Quando gli oppioidi, come la morfina o l’ossicodone, si legano a questi recettori, bloccano efficacemente i segnali del dolore, diminuendo la percezione del dolore.
Inoltre, gli oppioidi hanno un effetto depressivo sul sistema nervoso centrale, inducendo un effetto calmante e sedativo.
Questo effetto calmante varia nelle diverse parti del cervello. L’impatto degli oppioidi dipende da dove si trovano questi recettori: che si trovino in specifici tipi di cellule, circuiti neurali o regioni del cervello.
Al contrario, gli stimolanti, come le anfetamine, funzionano
I livelli elevati di dopamina e norepinefrina aumentano la vigilanza, l’attenzione e i livelli di energia. Gli stimolanti inducono anche effetti periferici, come l’aumento della frequenza cardiaca e della pressione sanguigna, contribuendo alle loro proprietà stimolanti complessive.
Come sono collegati gli oppioidi e gli stimolanti?
Gli stimolanti e gli oppioidi influenzano il sistema nervoso in modi diversi, ma possono essere collegati attraverso modelli di consumo condiviso. Gli studi dimostrano che quando oppioidi e stimolanti vengono usati insieme, si tende a intensificare gli effetti di entrambi i farmaci.
Gli stimolanti, come le anfetamine o la cocaina, aumentano la vigilanza, l’energia e la frequenza cardiaca, mentre gli oppioidi, come l’eroina o gli antidolorifici da prescrizione, hanno effetti sedativi e possono rallentare la funzione respiratoria.
Le ragioni del co-uso sono diverse e possono includere tentativi di bilanciare gli effetti di un farmaco con quelli di un altro, di potenziare gli effetti desiderati o di gestire gli effetti collaterali di entrambe le sostanze.
Dove puoi saperne di più o trovare supporto?
Se tu o qualcuno che conosci cercate maggiori informazioni o supporto, è fondamentale rivolgersi a risorse affidabili:
- Coalizione per la riduzione del danno: La Harm Reduction Coalition fornisce informazioni e risorse sulle strategie di riduzione del danno, comprese pratiche più sicure sull’uso delle sostanze.
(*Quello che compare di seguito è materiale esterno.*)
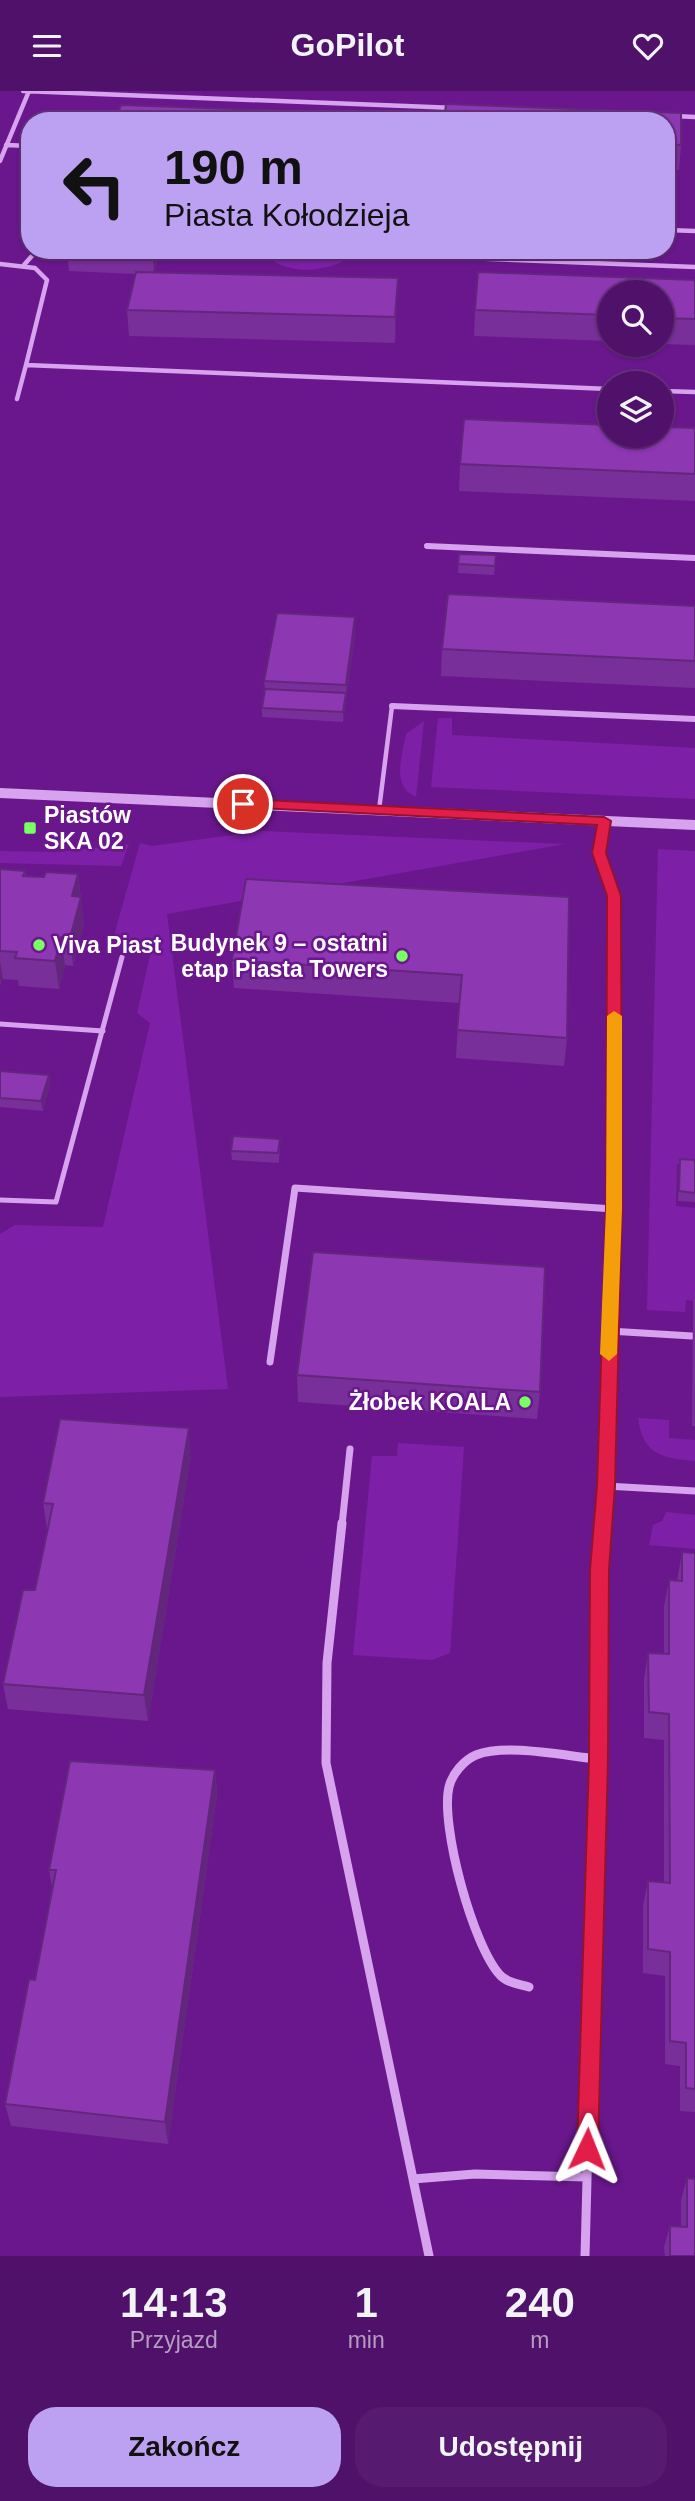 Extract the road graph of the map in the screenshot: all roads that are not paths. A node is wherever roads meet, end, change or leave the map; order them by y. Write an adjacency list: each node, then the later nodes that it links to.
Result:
1 (23, 91): 2 (street)
2 (29, 91): 3 (street); 6 (street)
3 (463, 108)
4 (675, 116): 5 (street)
5 (695, 117)
6 (6, 145): 7 (street); 8 (street)
7 (21, 146)
8 (0, 161)
9 (675, 230): 10 (street)
10 (695, 231)
11 (29, 259): 14 (street)
12 (491, 259): 15 (street)
13 (0, 264): 14 (street)
14 (24, 265): 16 (street)
15 (695, 267)
16 (26, 365): 17 (street); 20 (street)
17 (597, 389)
18 (674, 391): 19 (street)
19 (695, 392)
20 (17, 399)
21 (427, 546): 22 (street)
22 (695, 558)
23 (392, 706): 24 (street); 26 (lane)
24 (695, 719)
25 (0, 793): 26 (street)
26 (379, 810): 27 (street)
27 (604, 821): 28 (street); 33 (street)
28 (695, 825)
29 (122, 957): 31 (lane)
30 (0, 1024): 31 (lane)
31 (103, 1031): 32 (lane)
32 (0, 1200)
33 (614, 1209): 34 (street); 36 (street)
34 (609, 1331): 35 (street); 38 (street)
35 (692, 1336)
36 (270, 1362)
37 (350, 1449): 43 (street)
38 (606, 1486): 39 (street); 40 (street)
39 (695, 1491)
40 (598, 1759): 41 (street); 42 (street)
41 (529, 1987)
42 (587, 2177): 43 (street); 45 (street)
43 (413, 2179): 44 (street)
44 (429, 2256)
45 (585, 2256) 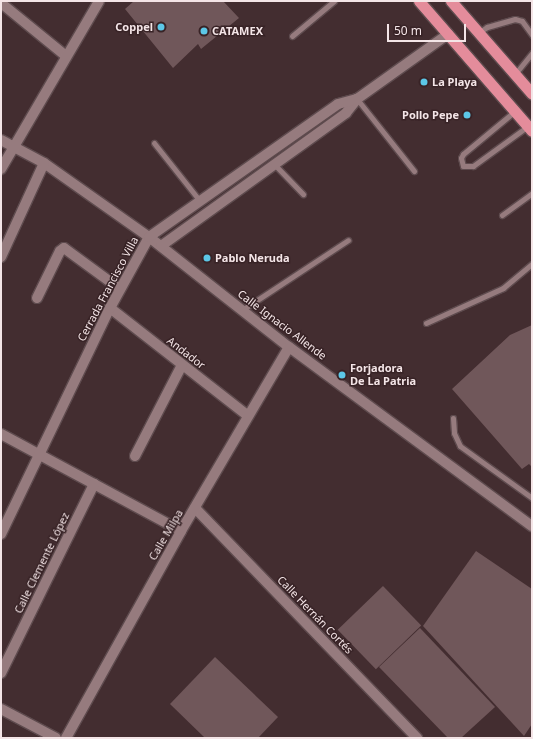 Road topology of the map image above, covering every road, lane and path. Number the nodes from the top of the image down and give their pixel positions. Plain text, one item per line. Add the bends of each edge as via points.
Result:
1 (99, 1) edge
2 (334, 1) edge
3 (419, 1) edge
4 (451, 1) edge
5 (1, 3) edge
6 (478, 33) junction
7 (448, 34) junction
8 (532, 35) edge
9 (292, 36) dead end
10 (532, 53) edge
11 (66, 56) junction
12 (514, 74) junction
13 (532, 94) edge
14 (357, 99) junction
15 (515, 111) junction
16 (530, 129) edge
17 (1, 140) edge
18 (154, 143) dead end
19 (14, 147) junction
20 (3, 163) edge
21 (44, 163) junction
22 (274, 164) junction
23 (414, 171) dead end
24 (532, 193) edge
25 (303, 194) dead end
26 (200, 201) junction
27 (502, 215) dead end
28 (149, 237) junction
29 (348, 240) dead end
30 (160, 246) junction
31 (1, 257) edge
32 (532, 264) edge
33 (120, 289) junction
34 (37, 298) dead end
35 (110, 308) junction
36 (242, 310) junction
37 (426, 323) dead end
38 (289, 347) junction
39 (182, 365) junction
40 (248, 416) junction
41 (453, 418) dead end
42 (1, 434) edge
43 (39, 455) junction
44 (135, 456) dead end
45 (94, 484) junction
46 (532, 498) edge
47 (195, 508) junction
48 (532, 526) edge
49 (181, 531) junction
50 (1, 534) edge
51 (1, 673) edge
52 (1, 710) edge
53 (56, 738) edge
54 (66, 738) edge
55 (417, 738) edge

1 - 11 street
2 - 9 lane
3 - 7 highway
4 - 6 highway
5 - 11 street
6 - 8 lane via 494,24 515,19 522,21
6 - 12 highway
7 - 14 street, Cerrada Francisco Villa
7 - 15 highway
10 - 12 lane
11 - 19 street
12 - 13 highway
14 - 22 street, Cerrada Francisco Villa via 346,113
14 - 23 lane
14 - 26 street, Cerrada Francisco Villa via 338,104
15 - 16 highway
15 - 16 lane via 463,154 463,166 473,166
17 - 19 street, Calle Ignacio Allende
18 - 26 lane
19 - 20 street
19 - 21 street, Calle Ignacio Allende
21 - 28 street, Calle Ignacio Allende
21 - 31 street
22 - 25 lane
22 - 30 street, Cerrada Francisco Villa
24 - 27 lane
26 - 28 street, Cerrada Francisco Villa
28 - 30 street, Calle Ignacio Allende
28 - 33 street, Cerrada Francisco Villa
29 - 36 lane
30 - 36 street, Calle Ignacio Allende
32 - 37 lane via 503,288
33 - 34 street via 64,248 60,251
33 - 35 street, Cerrada Francisco Villa
35 - 39 street, Andador
35 - 43 street, Cerrada Francisco Villa
36 - 38 street, Calle Ignacio Allende
38 - 40 street, Calle Milpa
38 - 48 street, Calle Ignacio Allende
39 - 40 street, Andador
39 - 44 street
40 - 47 street, Calle Milpa
41 - 46 lane via 454,433 460,446
42 - 43 street
43 - 45 street
43 - 50 street, Cerrada Francisco Villa
45 - 49 street
45 - 51 street, Calle Clemente López
47 - 49 street, Calle Milpa
47 - 55 street, Calle Hernán Cortés
49 - 54 street, Calle Milpa
52 - 53 street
- Istituto nazionale sull’abuso di droga (NIDA): Il NIDA offre informazioni complete sull’uso dei farmaci, sulle opzioni terapeutiche e sui risultati della ricerca.
- Erowid: Erowid è una risorsa online che fornisce informazioni imparziali sulle sostanze psicoattive, compresi i loro effetti, rischi e pratiche di riduzione del danno.
- DanceSafe: DanceSafe si concentra sulla riduzione dei danni all’interno della comunità della musica elettronica e della vita notturna, offrendo risorse per un uso e test più sicuri delle droghe.
- Linea di assistenza nazionale SAMHSA: La Substance Abuse and Mental Health Services Administration (SAMHSA) offre una linea di assistenza riservata al numero 1-800-662-HELP (4357) per assistenza in caso di abuso di sostanze e condizioni di salute mentale.